Discursive choices sustain power structures


Derek Hook, lecturer in Psychology at the University of the Witwatersrand, 2001 (THEORIA, June, p. 29)

In a succinct introduction to Foucault's `The Order of Discourse' paper Young (1981) notes that the central
focus of the paper is on the rules, systems and procedures which constitute, and are constituted by, our `will
to knowledge'. These rules, systems and procedures comprise a discrete realm of discursive practices -- the
order of discourse -- a conceptual terrain in which knowledge is formed and produced. As Young specifies,
what is analyzed here is not simply that which was thought or said per se, `but all the discursive rules and
categories that were a priori, assumed as a constituent part of discourse and therefore of knowledge' (Young
1981: 48). In this way, the effects of discursive practices is to make it virtually impossible to think outside of
them; to be outside of them is, by definition, to be mad, to be beyond comprehension and therefore reason.
Discursive rules are hence strongly linked to the exercise of power: discourse itself is both constituted by,
and ensures the reproduction of, the social system, through forms of selection, exclusion and domination.
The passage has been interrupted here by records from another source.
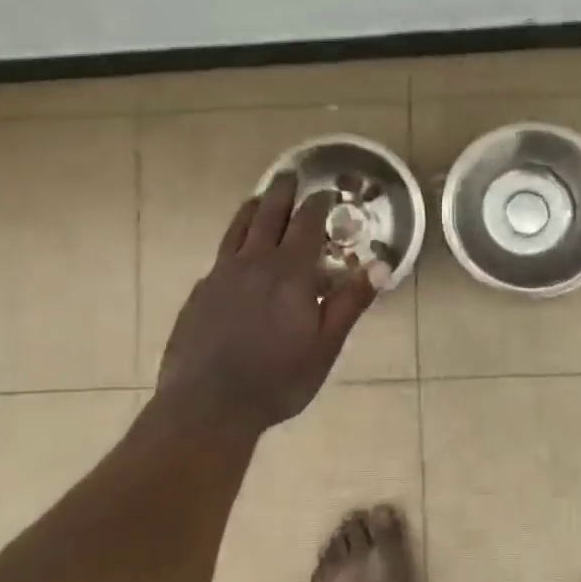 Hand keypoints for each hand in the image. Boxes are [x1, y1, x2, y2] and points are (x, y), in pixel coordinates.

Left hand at [157, 173, 383, 434]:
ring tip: (259, 197)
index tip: (325, 192)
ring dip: (252, 209)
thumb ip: (350, 302)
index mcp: (289, 272)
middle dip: (281, 193)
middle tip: (289, 175)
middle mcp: (253, 263)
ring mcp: (221, 276)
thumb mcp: (325, 345)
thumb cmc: (277, 379)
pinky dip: (233, 243)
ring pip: (238, 229)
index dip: (318, 204)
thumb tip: (380, 264)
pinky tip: (235, 254)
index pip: (306, 224)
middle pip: (268, 215)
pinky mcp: (200, 293)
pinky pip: (220, 256)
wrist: (208, 406)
Government discourses are controlling


Derek Hook, lecturer in Psychology at the University of the Witwatersrand, 2001 (THEORIA, June, p. 29)

As Foucault asserts near the beginning of the paper, `in every society the production of discourse is at once
controlled, selected, organized and redistributed by a ... number of procedures.” From the outset then
Foucault is involved in a concerted attempt to restore materiality and power to what, in the Anglo-American
tradition, has remained the largely linguistic concept of discourse.